> Exercise objective: Determine how many lines of the data include the word "sizing", and write only that number.

> Records for the task:
= = = =

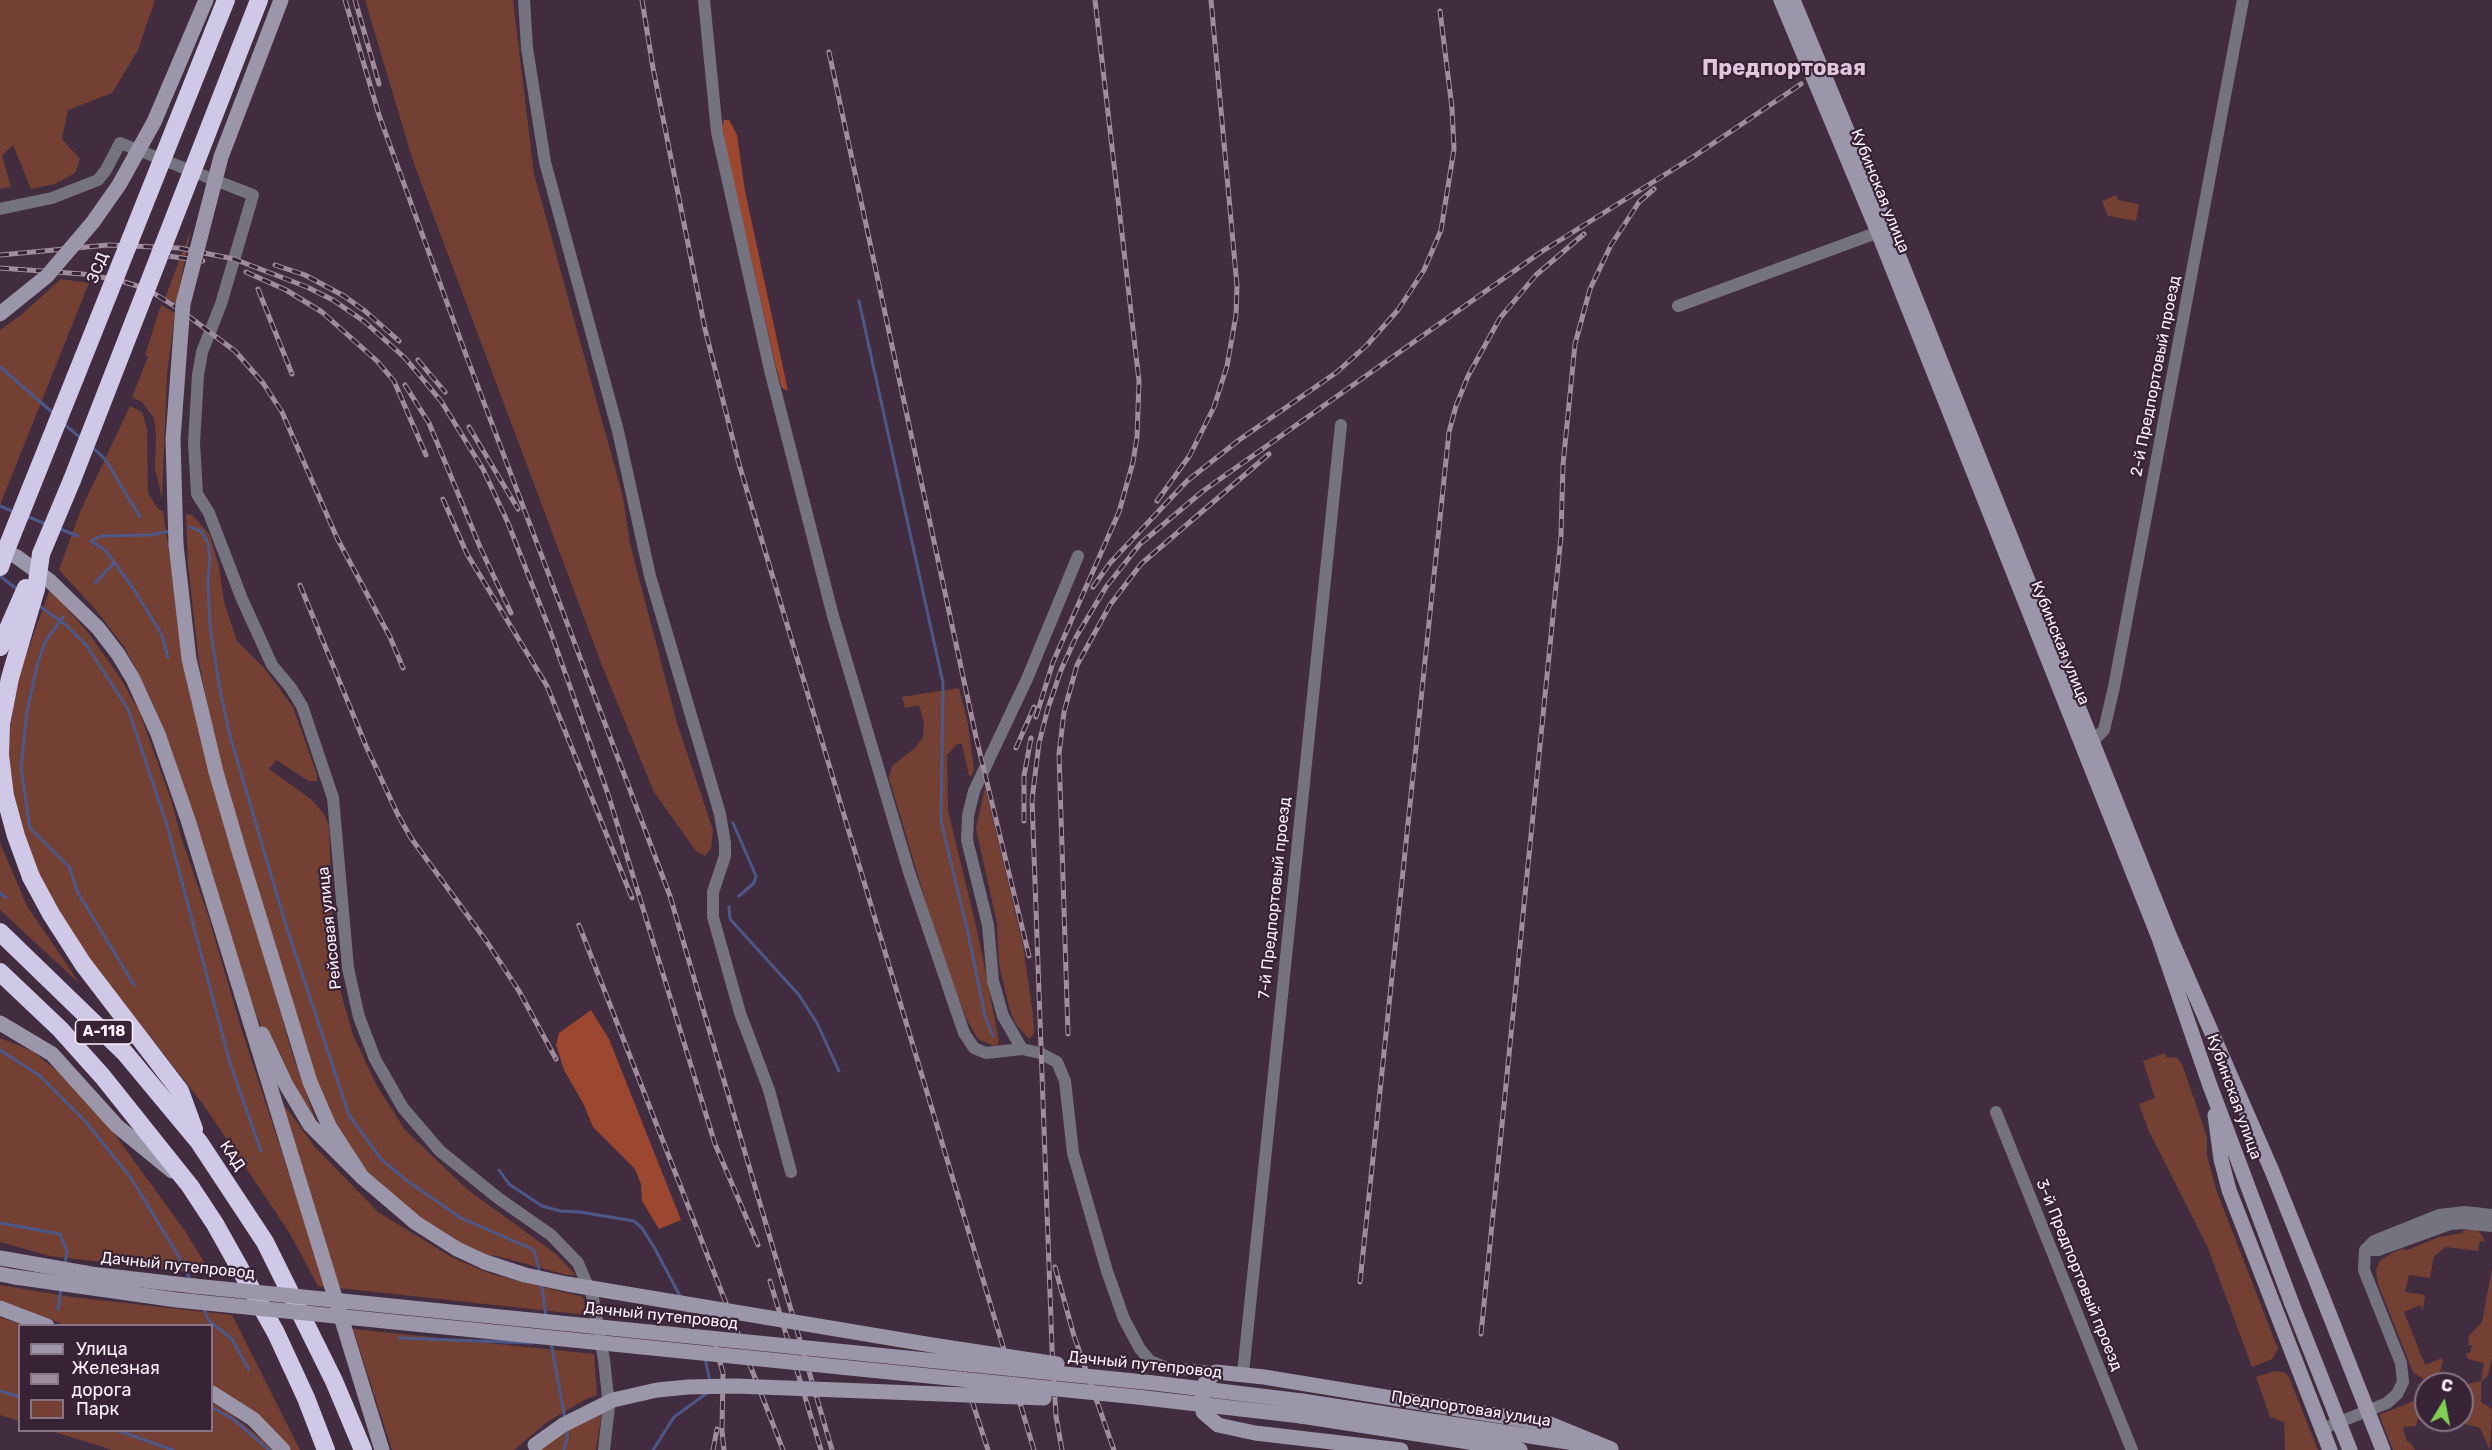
<!DOCTYPE html>
<meta charset="utf-8">
<style>
body{margin:0}
#map{position:relative;width:2492px;height:1450px;overflow:hidden;background:#422d40;font-family:Rubik,sans-serif}
canvas{display:block}
.legend{position:absolute;left:18px;top:1324px;width:195px;height:108px;box-sizing:border-box;background:#372335;border:2px solid #877585;margin:0;padding:8px 10px;list-style:none;font-size:18px;color:#fef0fc}
.legend li{display:flex;align-items:center;gap:12px;height:30px}
.legend b{width:30px;border:2px solid #877585}
.north{position:absolute;left:2414px;top:1372px;width:60px;height:60px;box-sizing:border-box;background:#372335;border:2px solid #877585;border-radius:50%;rotate:10deg;font-size:16px;font-weight:700;line-height:24px;text-align:center;color:#fef0fc}
.north::after{content:'';display:block;margin:auto;width:21px;height:27px;background:#80d051;clip-path:polygon(50% 0,100% 100%,50% 72%,0 100%)}
</style>
<div id="map">
<canvas width="2492" height="1450"></canvas>
<ul class="legend">
<li><b style="height:8px;background:#9b96a9"></b>Улица</li>
<li><b style="height:8px;background:#9f8d9d"></b>Железная дорога</li>
<li><b style="height:16px;background:#734033"></b>Парк</li>
</ul>
<div class="north">С</div>
</div>
<script>
const g = document.querySelector('canvas').getContext('2d');
g.lineJoin = 'round';
function fillPath(path, color) { g.fillStyle = color; g.fill(path, 'evenodd'); }
const poly = rows => new Path2D(rows.map(r => 'M' + r).join(''));
function trace(path, color, width, dash) { g.strokeStyle = color; g.lineWidth = width; g.lineCap = dash ? 'butt' : 'round'; g.setLineDash(dash || []); g.stroke(path); }
function drawText(font, color, halo, rows, align = 'center') {
  g.font = font + ' Rubik,sans-serif'; g.lineWidth = 4.5; g.setLineDash([]); g.textBaseline = 'middle'; g.strokeStyle = halo; g.fillStyle = color; for (const [text, x, y, turn = 0] of rows) {
    g.save(); g.translate(x, y); g.rotate((+turn || 0) * Math.PI / 180); g.textAlign = isNaN(turn) ? turn : align; if (halo) g.strokeText(text, 0, 0); g.fillText(text, 0, 0); g.restore();
  }
}
fillPath(poly([
 [0,0,155,0,138,50,112,93,68,110,62,139,80,159,75,173,55,184,31,189,13,145,2,156,11,187,0,189],
 [365,0,513,0,534,174,623,497,630,544,677,723,713,830,711,849,705,856,696,851,654,792,603,668,413,161],
 [2116,195,2118,200,2139,204,2136,221,2108,216,2102,201],
 [191,230,176,303,165,298],
 [61,279,89,283,0,505,0,330,21,315],
 [161,305,175,313,167,375,162,498,155,468,156,436,154,418,142,402,132,397,148,357,145,355],
 [130,406,142,412,147,429,148,493,158,509,163,511,190,695,292,1053,316,1121,262,1029,240,973,171,748,149,695,125,648,96,610,59,570,80,512],
 [186,514,192,515,210,535,219,567,224,602,237,641,265,669,293,707,317,775,317,781,309,781,276,760,269,769,311,799,324,814,329,826,333,935,339,986,353,1035,377,1086,405,1130,468,1190,556,1254,576,1275,567,1275,497,1256,487,1255,460,1244,420,1219,369,1174,344,1145,316,1084,217,752,199,662,188,565],
 [50,589,90,635,121,679,139,711,170,797,182,840,208,915,242,1031,326,1287,318,1286,289,1232,203,1104,80,948,35,869,15,803,9,769,9,734,18,678],
 [959,688,968,724,974,770,971,776,969,776,962,744,957,744,947,755,948,811,978,934,999,1041,996,1047,978,1039,967,1020,941,953,889,778,892,766,915,748,923,738,924,722,919,705,905,708,902,697],
 [985,787,1023,945,1033,1015,1034,1033,1029,1039,1016,1024,1010,1011,999,964,997,923,976,829],
 [0,843,27,906,80,984,0,910],
 [0,1038,32,1051,84,1092,185,1231,212,1275,50,1256,0,1242],
 [2165,1053,2166,1057,2178,1058,2183,1067,2207,1137,2207,1156,2217,1192,2278,1349,2272,1359,2252,1367,2208,1248,2149,1131,2139,1104,2155,1098,2143,1061],
 [284,1105,315,1147,378,1212,453,1258,491,1274,583,1297,587,1315,338,1288,282,1107],
 [2463,1230,2477,1230,2483,1237,2485,1242,2480,1241,2478,1251,2446,1247,2434,1256,2430,1278,2409,1275,2405,1292,2425,1295,2423,1310,2420,1305,2404,1312,2425,1365,2442,1358,2443,1361,2440,1372,2430,1380,2425,1380,2413,1372,2378,1284,2376,1270,2380,1261,2392,1253,2404,1248,2405,1251,2439,1237,2463,1233],
 [2492,1268,2492,1358,2488,1375,2481,1382,2481,1402,2492,1409,2490,1450,2480,1428,2465,1424,2464,1419,2462,1418,2462,1385,2481,1381,2484,1363,2468,1359,2466,1355,2466,1353,2470,1353,2472,1346,2468,1345,2469,1336,2482,1322],
 [0,1285,72,1297,232,1315,300,1450,289,1450,212,1386,212,1326,65,1325,0,1300],
 [0,1317,22,1325,20,1326,19,1421,0,1415],
 [353,1329,594,1354,597,1395,586,1399,547,1422,514,1450,392,1450],
 [2275,1371,2286,1373,2289,1377,2318,1450,2285,1450,2284,1422,2270,1417,2256,1377],
 [2426,1396,2426,1418,2418,1419,2416,1426,2404,1427,2403,1429,2407,1441,2411,1443,2415,1450,2393,1450,2379,1415],
 [212,1403,228,1412,268,1444,272,1450,113,1450,51,1431,212,1430],
 [602,1412,596,1450,537,1450,558,1434]
]), '#734033');
fillPath(poly([
 [724,120,729,120,737,135,745,191,788,391,782,388,776,367,727,152,722,126],
 [591,1010,609,1039,681,1220,659,1229,642,1201,641,1184,635,1169,593,1127,584,1105,564,1070,556,1045,559,1033]
]), '#9c4730');
trace(poly([
 [859,301,943,683,941,821,968,933,985,1016,993,1036],
 [0,367,53,413],
 [64,424,82,439],
 [92,447,105,459,140,517],
 [0,506,14,512],
 [26,516,48,525],
 [190,527,201,531,208,543,210,558,208,580,210,626,219,685,230,736,285,922,349,1115,381,1159,406,1180,461,1218,532,1249,535,1253,540,1274],
 [60,529,78,536],
 [0,576,18,590],
 [95,583,114,563],
 [38,605,66,625,87,646,128,709,166,822,230,1063,261,1151],
 [63,617,45,642,38,662,27,711,21,768,30,828,70,868,77,891,134,985],
 [168,658,162,635,133,588,105,550,91,541,101,536,150,535,170,531],
 [733,823,756,876,754,883,739,896],
 [0,893,6,898],
 [729,907,730,919,799,995,817,1023,839,1071],
 [0,1050,40,1076,85,1121,131,1178,179,1257,190,1279],
 [499,1170,509,1184,542,1206,560,1211,580,1212,634,1221,642,1228,654,1247,680,1296],
 [0,1223,60,1234,67,1251,65,1265],
 [541,1283,546,1315],
 [203,1307,209,1321,232,1339,249,1370],
 [686,1308,695,1332],
 [58,1309,61,1289],
 [399,1338,532,1343],
 [551,1343,565,1419],
 [705,1358,710,1381],
 [0,1391,20,1397],
 [213,1408,233,1419,269,1450],
 [116,1430,173,1450],
 [564,1450,567,1439,567,1428],
 [653,1450,674,1417,707,1393]
]), '#4d5889', 3);
trace(poly([
 [524,0,527,48,545,162,618,431,650,576,720,814,725,843,725,856,713,892,713,917,740,1013,769,1090,791,1172],
 [704,0,717,132,770,370,833,616,909,872,964,1033,974,1048,986,1053,1022,1049],
 [0,209,52,198,98,180,106,170,120,143,253,195,221,304,202,352,198,375,194,443,197,494,209,513,242,599,272,665,291,688,302,706,333,798,348,968,359,1017,375,1059,403,1108,440,1151,498,1198,551,1235,578,1263,593,1298,604,1360,609,1406,604,1450],
 [1678,306,1884,230],
 [1078,556,1027,679,974,791,968,816,967,840,988,925,993,981,1003,1016,1022,1049,1040,1053,1057,1062,1065,1081,1073,1153,1107,1271,1124,1319,1140,1349,1150,1361,1167,1368,1216,1372],
 [2086,745,2092,742,2104,730,2114,687,2243,0],
 [1996,1112,2132,1450],
 [2365,1250,2378,1250,2450,1224,2462,1223,2492,1226],
 [1243,1373,1341,425],
 [2322,1429,2387,1403,2397,1394,2403,1382,2401,1363,2364,1270,2365,1250,2374,1241,2439,1215,2465,1212,2492,1215]
]), '#767380', 12);
trace(poly([
 [1781,0,1878,232,2159,938,2209,1083,2292,1304],
 [1793,0,1888,229,2170,937,2272,1171,2321,1293],
 [176,545,189,659,216,772,239,851,310,1082,329,1126,362,1177],
 [0,549,17,557,50,581,98,628,118,654,133,679,158,734,188,820,382,1450],
 [0,1023,52,1054,117,1126,172,1171],
 [262,1034,285,1083,310,1125,362,1177,416,1223,457,1249,485,1262],
 [2215,1115,2221,1159,2229,1190,2330,1450],
 [0,1258,91,1274,194,1286],
 [0,1274,15,1277],
 [0,1308,47,1326],
 [212,1393,253,1419,283,1450],
 [1302,1401,1587,1445],
 [1301,1416,1520,1450],
 [1401,1450,1255,1433,1218,1425,1203,1412,1202,1399,1205,1383,1216,1372,1264,1377,1550,1424,1611,1449]
]), '#9b96a9', 15);
trace(poly([
 [6,550,75,378],
 [41,554,72,480],
 [31,877,51,914,83,964,180,1091,194,1129],
 [0,932,125,1053,199,1142,265,1242,334,1381,363,1450],
 [0,972,60,1029,103,1077,190,1186,215,1224,276,1333,306,1398,326,1450]
]), '#d0c8e7', 18);
const rail = poly([
 [345,0,379,115,466,355,670,896,832,1450],
 [355,0,379,84],
 [642,0,653,68,705,329,739,464,1034,1450],
 [829,52,976,737,1029,956],
 [0,255,108,245,179,248,234,259,307,287,333,300,365,322,405,358,441,401,483,469,508,523,551,633,608,794,715,1144,758,1245],
 [161,255,203,261],
 [275,265,305,275,344,296,365,311,399,341],
 [0,268,83,274,118,280,147,289,179,309,235,351,263,383,282,412,337,538,390,637,403,668],
 [246,272,286,290,322,312,377,361,394,381,426,455],
 [258,289,292,374],
 [418,360,445,392],
 [405,385,429,423,480,547,511,613],
 [469,427,518,509],
 [443,499,467,554,547,686,632,898],
 [1157,501,1190,455,1214,407,1227,366,1236,315,1237,286,1211,0],
 [300,585,366,746,398,815,411,838,487,942,519,991,556,1059],
 [1093,587,1110,563,1187,481,1239,440,1337,372,1367,345,1398,310,1424,270,1441,230,1454,149,1452,108,1440,11],
 [1036,717,1053,662,1119,512,1133,462,1137,437,1139,381,1095,0],
 [1016,748,1034,707],
 [1024,821,1024,776,1031,738],
 [579,925,783,1450],
 [1068,1034,1059,754,1064,712,1077,665,1110,605,1141,564,1269,454],
 [1055,1267,1074,1336,1114,1450],
 [770,1281,821,1450],
 [1360,1282,1449,432,1456,406,1468,376,1500,318,1536,275,1584,234],
 [1481,1334,1561,536,1563,465,1575,344,1590,289,1611,245,1639,202,1654,189],
 [716,1348,723,1373,722,1431,724,1450],
 [961,1367,988,1450],
 [713,1450,717,1429],
 [1062,1450,1056,1416,1052,1348,1032,800,1039,743,1048,708,1061,670,1076,637,1106,587,1140,544,1203,491,1541,252,1693,157,1801,84]
]);
trace(rail, '#9f8d9d', 5);
trace(rail, '#372335', 3, [9]);
trace(poly([
 [0,314,47,276,93,222,119,185,154,122,206,0],
 [176,545,173,439,183,304,221,157,281,0],
 [485,1262,525,1275,567,1284,932,1345,1057,1364],
 [15,1277,177,1300,1137,1397,1301,1416],
 [194,1286,1154,1383,1302,1401],
 [2321,1293,2383,1450],
 [2292,1304,2350,1450],
 [535,1445,563,1425,613,1400,657,1390,688,1387,735,1386,1044,1398]
]), '#9b96a9', 15);
trace(poly([
 [75,378,226,0],
 [72,480,259,0],
 [0,567,6,550],
 [0,647,26,588],
 [31,877,16,836,5,796,0,755,1,724,10,678,36,589,41,554]
]), '#d0c8e7', 18);
for (const [x, y, w] of [
 [104,1032,57]
]) { const box = new Path2D(); box.roundRect(x - w / 2, y - 12, w, 24, 4.5); g.fillStyle = '#372335'; g.fill(box); trace(box, '#fef0fc', 1.5); }
drawText('bold 15px', '#fef0fc', null, [
 ["А-118",104,1032]
]);
drawText('16px', '#fef0fc', '#372335', [
 ["Кубинская улица",1880,191,68],
 ["ЗСД",98,268,-68],
 ["2-й Предпортовый проезд",2156,376,-79],
 ["Кубинская улица",2060,643,68],
 ["7-й Предпортовый проезд",1275,898,-84],
 ["Рейсовая улица",330,928,-96],
 ["Кубинская улица",2234,1097,70],
 ["КАД",232,1156,56],
 ["Дачный путепровод",178,1266,6],
 ["3-й Предпортовый проезд",2079,1275,68],
 ["Дачный путепровод",661,1316,6],
 ["Дачный путепровод",1145,1365,6],
 ["Предпортовая улица",1471,1409,9]
]);
drawText('bold 22px', '#e1c7de', '#372335', [
 ["Предпортовая",1784,69]
]);
</script>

= = = =

> Finished exercise: 2